L’Auberge Espagnole (2003), from France, is a coming-of-age story concerning Xavier (Romain Duris), an amiable French fool who moves to Barcelona for a year to study global economics. The first proof that he is a fool, however inexperienced in life he is, is his willingness to cheat on lovely Audrey Tautou, his Parisian girlfriend—and to do so with a married woman!
In the great Catalan city, Xavier is selected for tenancy in a modest apartment by the other, European inhabitants of the apartment: a German, a Spaniard, an Italian, a Dane. There are also a Belgian lesbian and an English girl, Wendy, who like Xavier ends up cheating on a lover back home. If you suspect that the apartment is a metaphor for the European Union, you know French thinking, and possibly the thinking of writer-director Cedric Klapisch.
For a long time Klapisch’s film is a good one. What’s finally wrong with it is that nearly all the vicissitudes and infidelity are followed by easy resolutions, quick reconciliations. Xavier even gets to be not the businessman he didn’t wish to become but (oh dear) the professional writer he does. Regarding the political point, Klapisch lets go of art and pushes pro-EU propaganda.

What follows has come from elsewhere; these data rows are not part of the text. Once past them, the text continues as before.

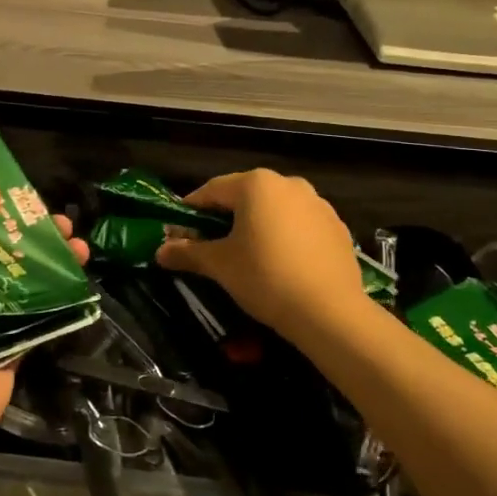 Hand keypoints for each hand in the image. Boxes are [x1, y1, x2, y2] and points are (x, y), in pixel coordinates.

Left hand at [0, 187, 88, 454]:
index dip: (1, 212)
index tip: (31, 200)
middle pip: (4, 255)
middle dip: (37, 237)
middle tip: (67, 225)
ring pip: (25, 285)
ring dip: (54, 266)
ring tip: (83, 249)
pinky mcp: (10, 350)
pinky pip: (38, 319)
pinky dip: (59, 302)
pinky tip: (82, 285)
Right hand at [155, 170, 363, 338]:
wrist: (329, 312)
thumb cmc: (265, 277)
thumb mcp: (220, 265)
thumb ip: (188, 252)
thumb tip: (160, 251)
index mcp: (256, 184)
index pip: (212, 190)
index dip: (191, 210)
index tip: (178, 230)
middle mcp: (288, 183)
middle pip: (245, 196)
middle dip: (224, 217)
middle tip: (209, 244)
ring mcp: (317, 203)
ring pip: (275, 209)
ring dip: (256, 225)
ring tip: (245, 254)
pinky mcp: (336, 226)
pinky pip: (300, 225)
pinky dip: (284, 236)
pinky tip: (280, 263) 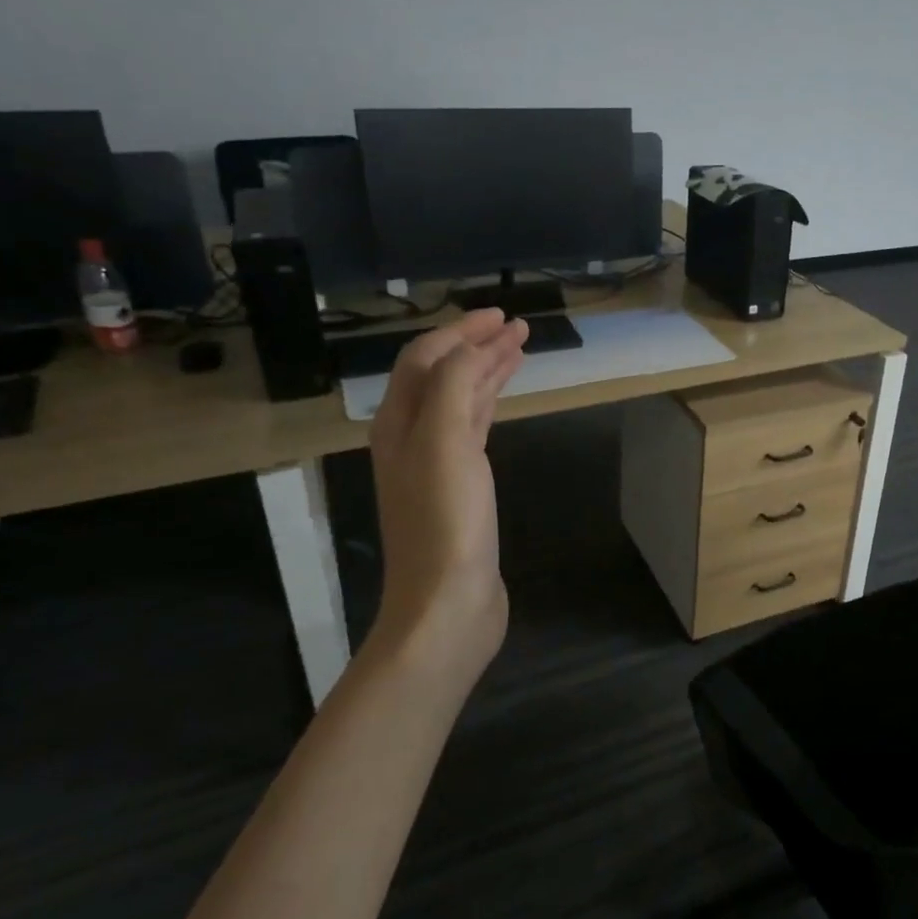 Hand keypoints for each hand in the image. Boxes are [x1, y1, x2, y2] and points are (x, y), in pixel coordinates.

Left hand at [365, 309, 528, 693]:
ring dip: (486, 370)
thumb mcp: (445, 443)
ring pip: (460, 399)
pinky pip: (473, 428)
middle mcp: (412, 436)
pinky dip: (489, 403)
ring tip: (518, 349)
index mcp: (399, 423)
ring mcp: (437, 463)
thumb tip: (469, 350)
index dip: (460, 332)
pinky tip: (502, 397)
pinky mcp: (462, 486)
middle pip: (442, 375)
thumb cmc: (446, 521)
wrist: (448, 602)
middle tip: (516, 326)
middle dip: (476, 345)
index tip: (501, 315)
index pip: (425, 359)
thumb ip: (452, 386) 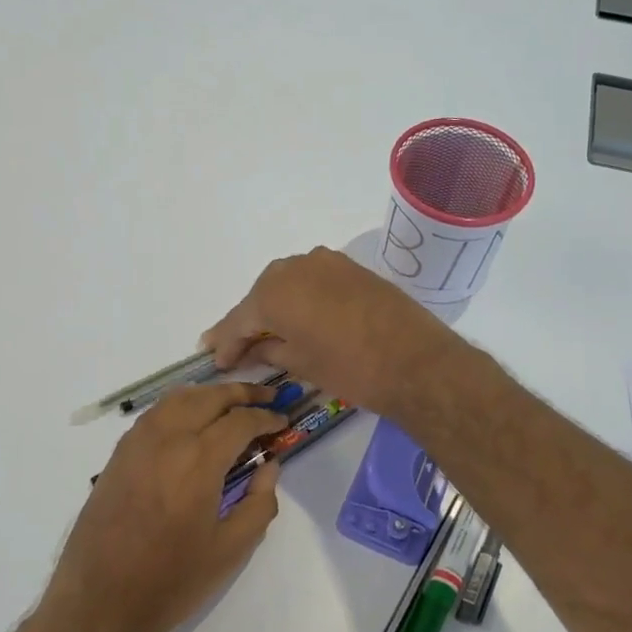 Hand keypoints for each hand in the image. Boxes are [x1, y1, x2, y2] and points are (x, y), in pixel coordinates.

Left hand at [37, 382, 285, 631]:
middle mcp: (167, 439)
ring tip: (231, 404)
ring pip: (178, 398)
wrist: (98, 604)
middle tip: (266, 398)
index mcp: (198, 460)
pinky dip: (180, 406)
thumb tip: (269, 467)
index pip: (241, 421)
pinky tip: (191, 422)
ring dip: (209, 395)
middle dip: (242, 393)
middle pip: (209, 397)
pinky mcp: (118, 455)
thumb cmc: (171, 582)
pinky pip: (154, 414)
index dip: (267, 418)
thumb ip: (259, 503)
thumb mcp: (230, 550)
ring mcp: (137, 443)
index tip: (283, 423)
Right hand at [201, 248, 462, 416]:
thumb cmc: (350, 368)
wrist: (416, 361)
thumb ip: (269, 350)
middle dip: (249, 321)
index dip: (226, 342)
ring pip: (288, 284)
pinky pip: (313, 281)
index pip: (240, 319)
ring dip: (275, 306)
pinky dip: (302, 298)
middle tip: (235, 347)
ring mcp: (327, 262)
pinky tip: (300, 317)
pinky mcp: (352, 268)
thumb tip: (253, 348)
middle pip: (261, 296)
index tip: (216, 360)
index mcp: (274, 291)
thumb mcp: (301, 364)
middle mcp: (295, 266)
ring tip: (267, 333) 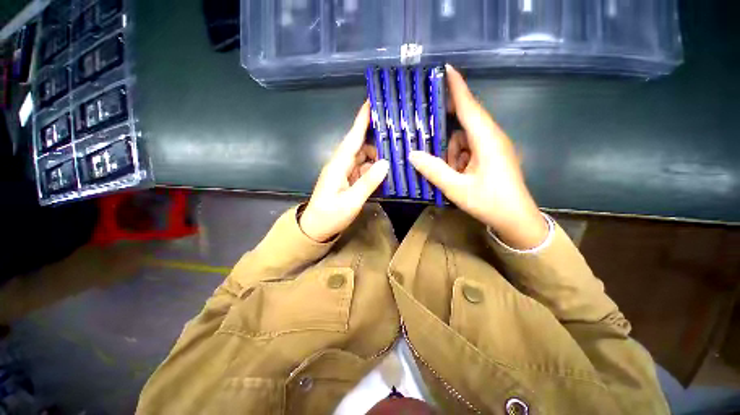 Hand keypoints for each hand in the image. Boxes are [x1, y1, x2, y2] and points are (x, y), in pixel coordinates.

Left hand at [299, 101, 389, 241]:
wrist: (316, 228)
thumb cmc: (330, 216)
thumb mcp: (351, 201)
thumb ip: (368, 182)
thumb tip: (385, 163)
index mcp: (338, 165)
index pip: (352, 138)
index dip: (361, 120)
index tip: (371, 102)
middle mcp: (341, 164)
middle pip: (360, 145)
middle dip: (376, 138)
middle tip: (397, 134)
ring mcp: (344, 172)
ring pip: (363, 157)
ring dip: (377, 155)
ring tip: (396, 153)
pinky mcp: (348, 180)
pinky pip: (363, 168)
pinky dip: (374, 168)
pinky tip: (386, 169)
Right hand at [409, 65, 547, 249]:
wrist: (515, 220)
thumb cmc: (490, 202)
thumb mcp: (457, 188)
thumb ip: (434, 170)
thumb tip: (412, 154)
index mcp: (487, 140)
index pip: (470, 106)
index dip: (457, 87)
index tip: (445, 68)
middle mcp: (491, 138)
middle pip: (464, 121)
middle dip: (444, 127)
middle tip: (424, 129)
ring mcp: (492, 148)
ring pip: (464, 138)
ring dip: (450, 151)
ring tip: (446, 170)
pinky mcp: (490, 157)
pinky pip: (468, 149)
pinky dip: (457, 158)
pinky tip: (453, 174) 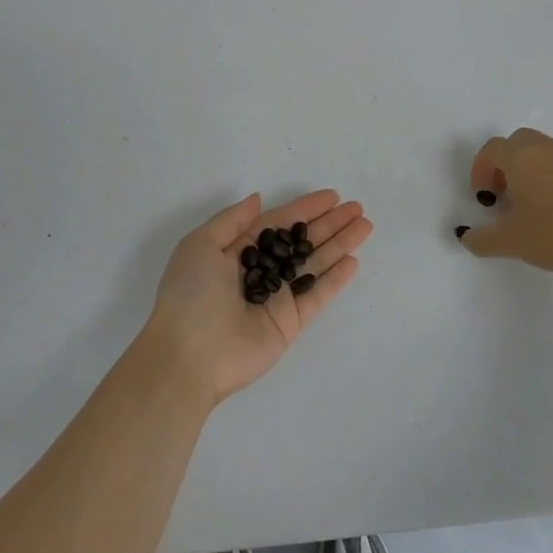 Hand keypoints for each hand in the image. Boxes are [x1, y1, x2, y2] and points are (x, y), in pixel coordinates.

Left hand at [143, 190, 371, 405]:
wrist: (187, 355)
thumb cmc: (190, 294)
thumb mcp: (200, 245)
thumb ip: (232, 220)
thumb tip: (258, 199)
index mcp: (236, 251)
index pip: (278, 224)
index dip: (304, 209)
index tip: (332, 197)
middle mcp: (260, 271)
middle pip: (301, 242)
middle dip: (329, 224)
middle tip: (357, 208)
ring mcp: (277, 297)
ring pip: (314, 265)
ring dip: (340, 245)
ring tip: (365, 226)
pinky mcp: (289, 323)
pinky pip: (316, 295)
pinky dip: (335, 279)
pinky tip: (353, 260)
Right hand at [459, 128, 552, 275]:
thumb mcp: (511, 241)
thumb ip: (482, 239)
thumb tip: (467, 237)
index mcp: (521, 157)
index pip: (492, 149)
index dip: (480, 170)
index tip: (483, 197)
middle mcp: (545, 149)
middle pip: (516, 142)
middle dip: (502, 163)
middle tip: (501, 193)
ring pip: (539, 150)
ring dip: (525, 168)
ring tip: (525, 202)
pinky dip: (546, 175)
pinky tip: (551, 208)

The bouncy pleasures of L’Auberge come to a screeching halt with the way Klapisch wraps it all up, even tossing in a jot of meaningless anti-Americanism. If the dear man wants to be anti-American, that is his right; but meaninglessness is meaninglessness.
Klapisch’s directing is lively and loose but not too loose. He concentrates on getting as much out of a scene or sequence as he can, without blatancy. So slapdash is his screenplay, however, that most of the European students Xavier lives with are stick figures; only Wendy, her visiting brother, and the lesbian are not. I’m surprised the diversity-loving Klapisch didn’t do more with them. His deficiencies as an artist—and, yes, he is an artist—are many.